KYIV. Sept 3 (Interfax) - The Ukrainian Cabinet of ministers has approved a bill on renouncing Ukraine's non-aligned status and resuming a course toward Euro-Atlantic integration, and now the Verkhonva Rada should pass the legislation, Prime Minister Arseny Yatsenyuk said.

"This legislation should be passed by the parliament," Yatsenyuk said at a government session on Wednesday.

Yatsenyuk had said on August 29 that the Cabinet submitted legislation on renouncing Ukraine's non-aligned status to the parliament. "In line with the National Security and Defense Council decision, the Ukrainian government submitted legislation to the parliament on renouncing the Ukrainian state's non-aligned status and resuming Ukraine's course toward NATO membership," he said.

The adoption of the bill would mean that Ukraine would be forbidden to become a member of either the Customs Union or the Eurasian Union.

In 2010, the Verkhovna Rada had passed a bill On Principles of Domestic and Foreign Policy submitted by then President Viktor Yanukovych, which declared Ukraine's non-aligned status and ruled out a course toward Euro-Atlantic integration.

The current law stipulates that the main principle of Ukraine's foreign policy is "the observance by Ukraine of a non-aligned policy, which means Ukraine's non-participation in military-political alliances, priority of its involvement in improving and developing the European collective security system, and continuation of constructive cooperation with NATO and other military-political blocs on all matters of mutual interest."

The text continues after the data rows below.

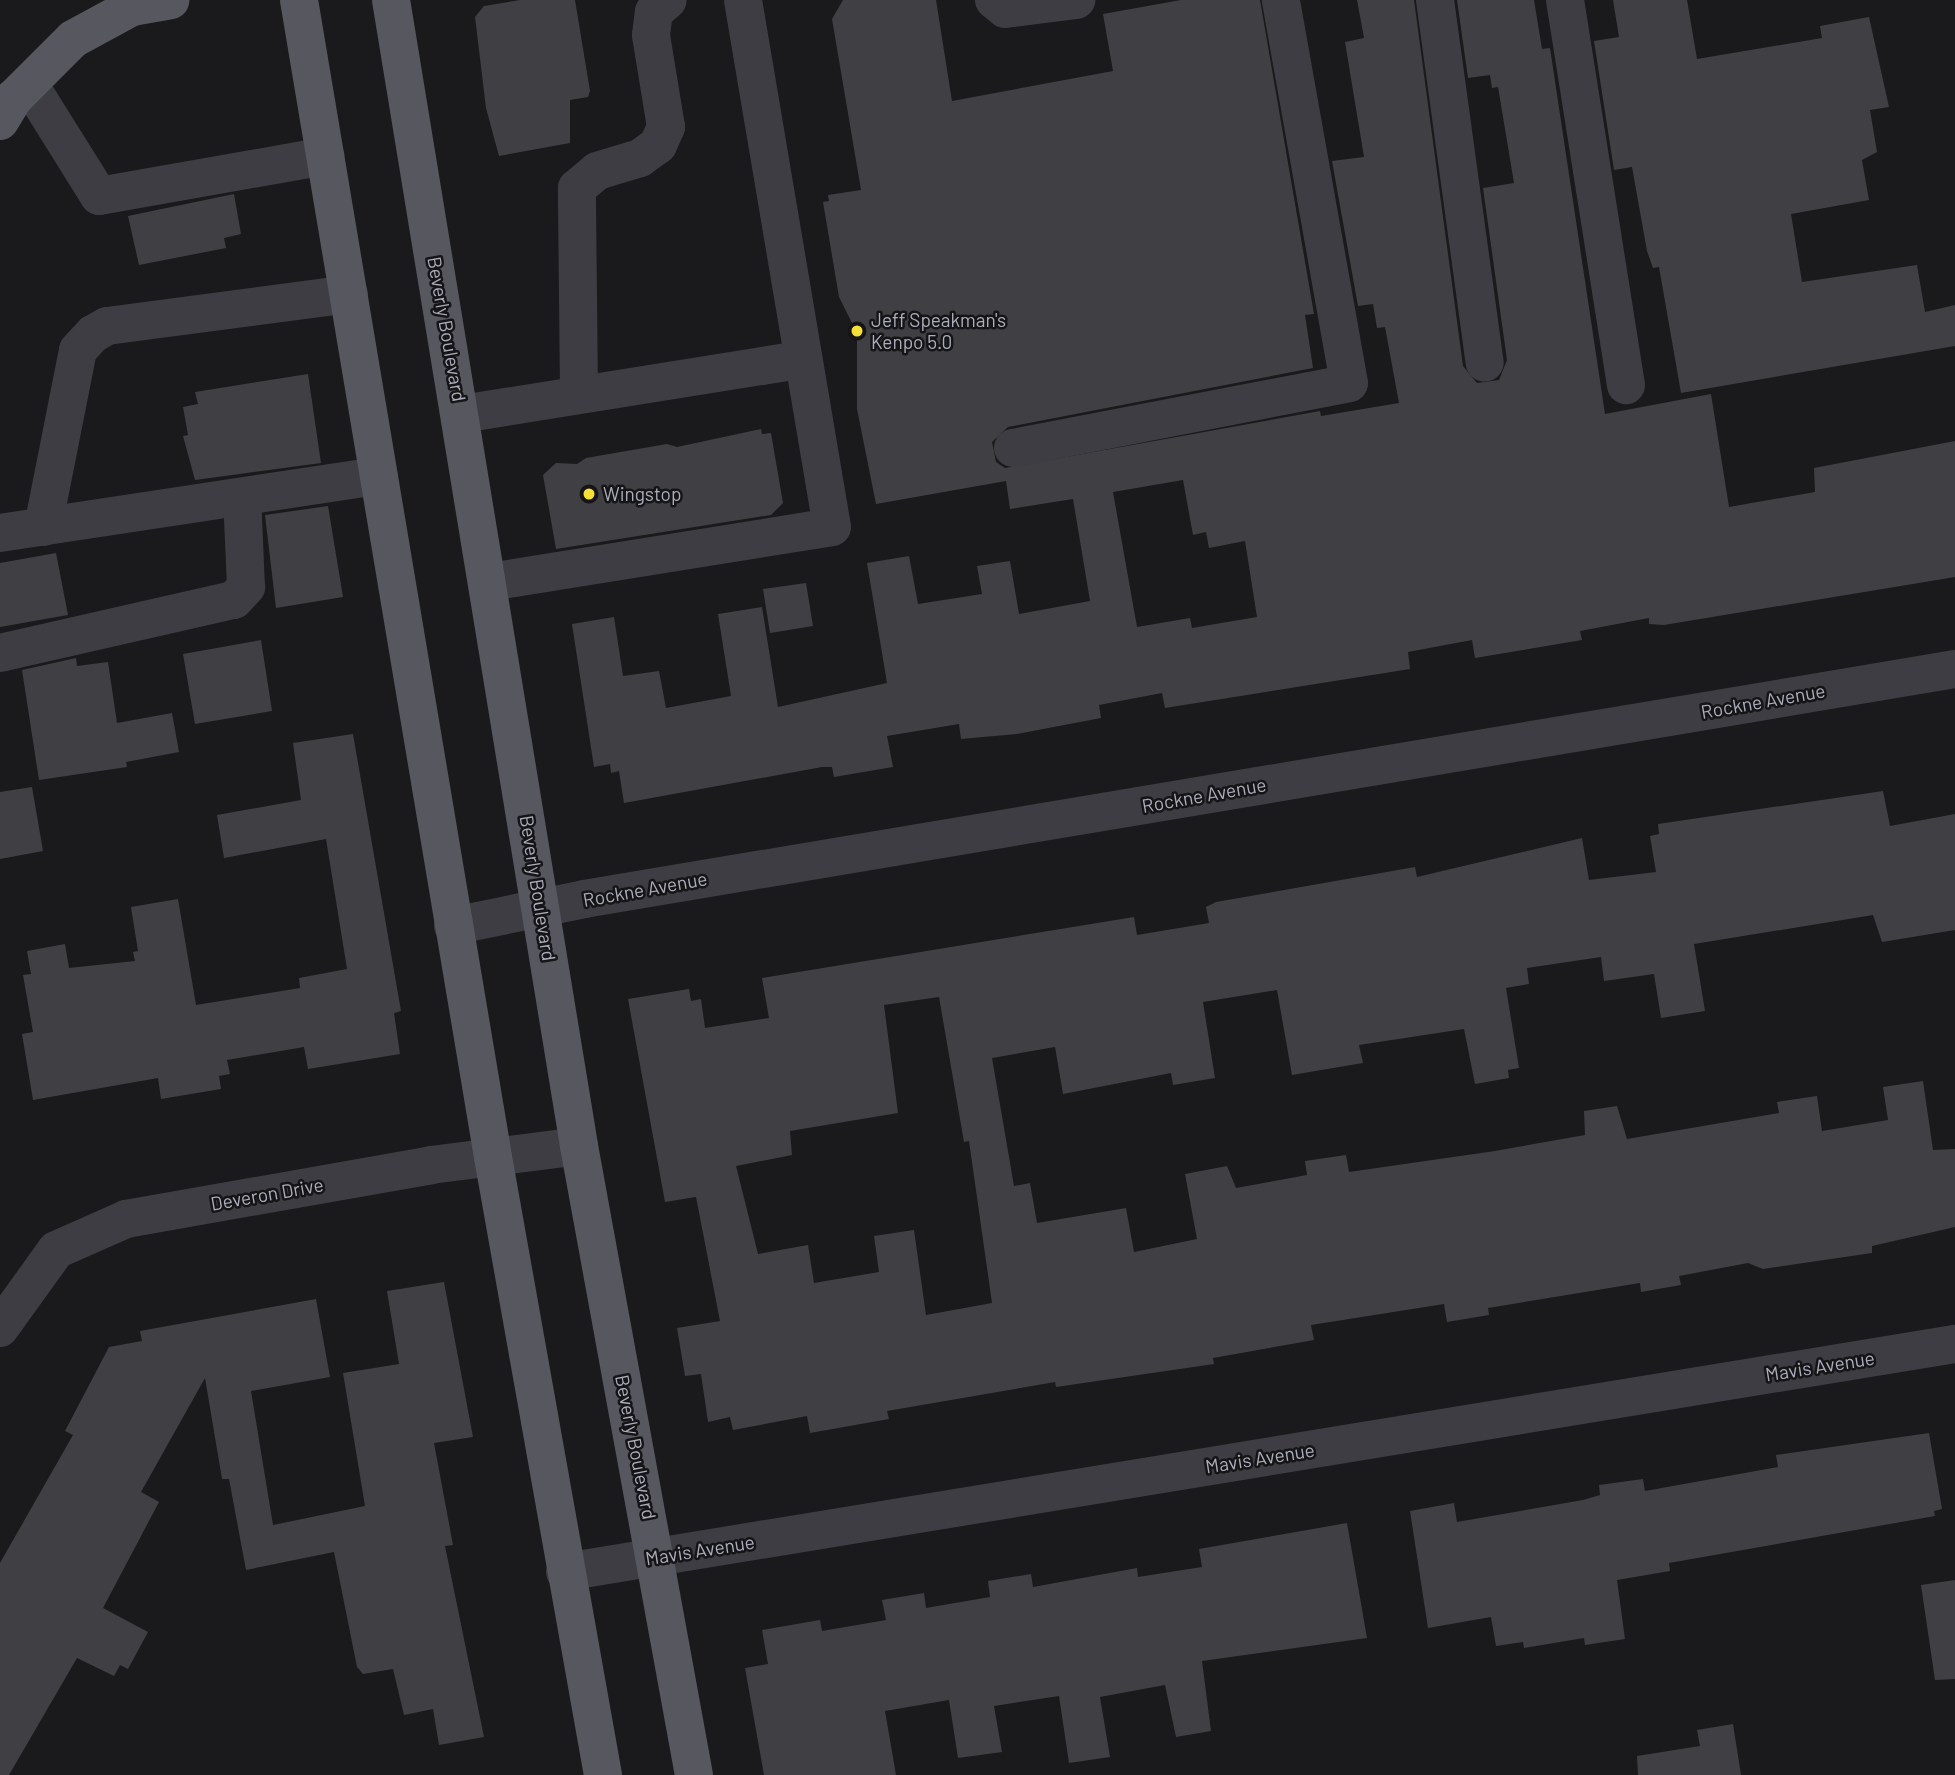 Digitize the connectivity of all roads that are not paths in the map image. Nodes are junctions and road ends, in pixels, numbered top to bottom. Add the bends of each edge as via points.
1 (170, 0) edge
2 (299, 0) edge
3 (391, 0) edge
4 (668, 0) edge
5 (743, 0) edge
6 (994, 0) edge
7 (1076, 0) edge
8 (1280, 0) edge
9 (1435, 0) edge
10 (1565, 0) edge
11 (29, 84) junction
12 (0, 121) edge
13 (325, 156) junction
14 (349, 294) junction
15 (801, 360) junction
16 (1485, 363) dead end
17 (1626, 385) dead end
18 (579, 393) junction
19 (462, 414) junction
20 (1013, 448) dead end
21 (379, 476) junction
22 (242, 497) junction
23 (43, 527) junction
24 (0, 533) edge
25 (489, 582) junction
26 (0, 653) edge
27 (1955, 669) edge
28 (542, 909) junction
29 (453, 926) junction
30 (579, 1146) junction
31 (493, 1157) junction
32 (0, 1328) edge
33 (1955, 1344) edge
34 (657, 1556) junction
35 (565, 1572) junction
36 (603, 1775) edge
37 (694, 1775) edge

1 - 11 main road via 132,7 73,39
2 - 13 main road
3 - 19 main road, Beverly Boulevard
4 - 18 street via 654,12 651,35 666,127 658,145 640,158 597,171 577,188
5 - 15 street
6 - 7 street via 1005,9
8 - 20 street via 1349,383
9 - 16 street
10 - 17 street
11 - 12 main road
11 - 13 street via 99,196
13 - 14 main road
14 - 21 main road
14 - 23 street via 107,326 93,334 78,350
15 - 18 street
15 - 25 street via 832,527
18 - 19 street
19 - 25 main road, Beverly Boulevard
21 - 22 street
21 - 29 main road
22 - 23 street
22 - 26 street via 246,587 234,600
23 - 24 street
25 - 28 main road, Beverly Boulevard
27 - 28 street, Rockne Avenue
28 - 29 street, Rockne Avenue
28 - 30 main road, Beverly Boulevard
29 - 31 main road
30 - 31 street, Deveron Drive
30 - 34 main road, Beverly Boulevard
31 - 32 street, Deveron Drive via 126,1219 56,1250
31 - 35 main road
33 - 34 street, Mavis Avenue
34 - 35 street, Mavis Avenue
34 - 37 main road, Beverly Boulevard
35 - 36 main road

Ukraine declared a course toward Euro-Atlantic integration along with closer ties with the European Union in 2005, immediately after President Viktor Yushchenko came to power. The NATO summit in Bucharest in 2008 was a milestone in Ukraine's NATO membership drive, as it expected to be granted a Membership Action Plan at it. However, the NATO members decided not to grant this plan to Ukraine, arguing that its population was not properly prepared for this step.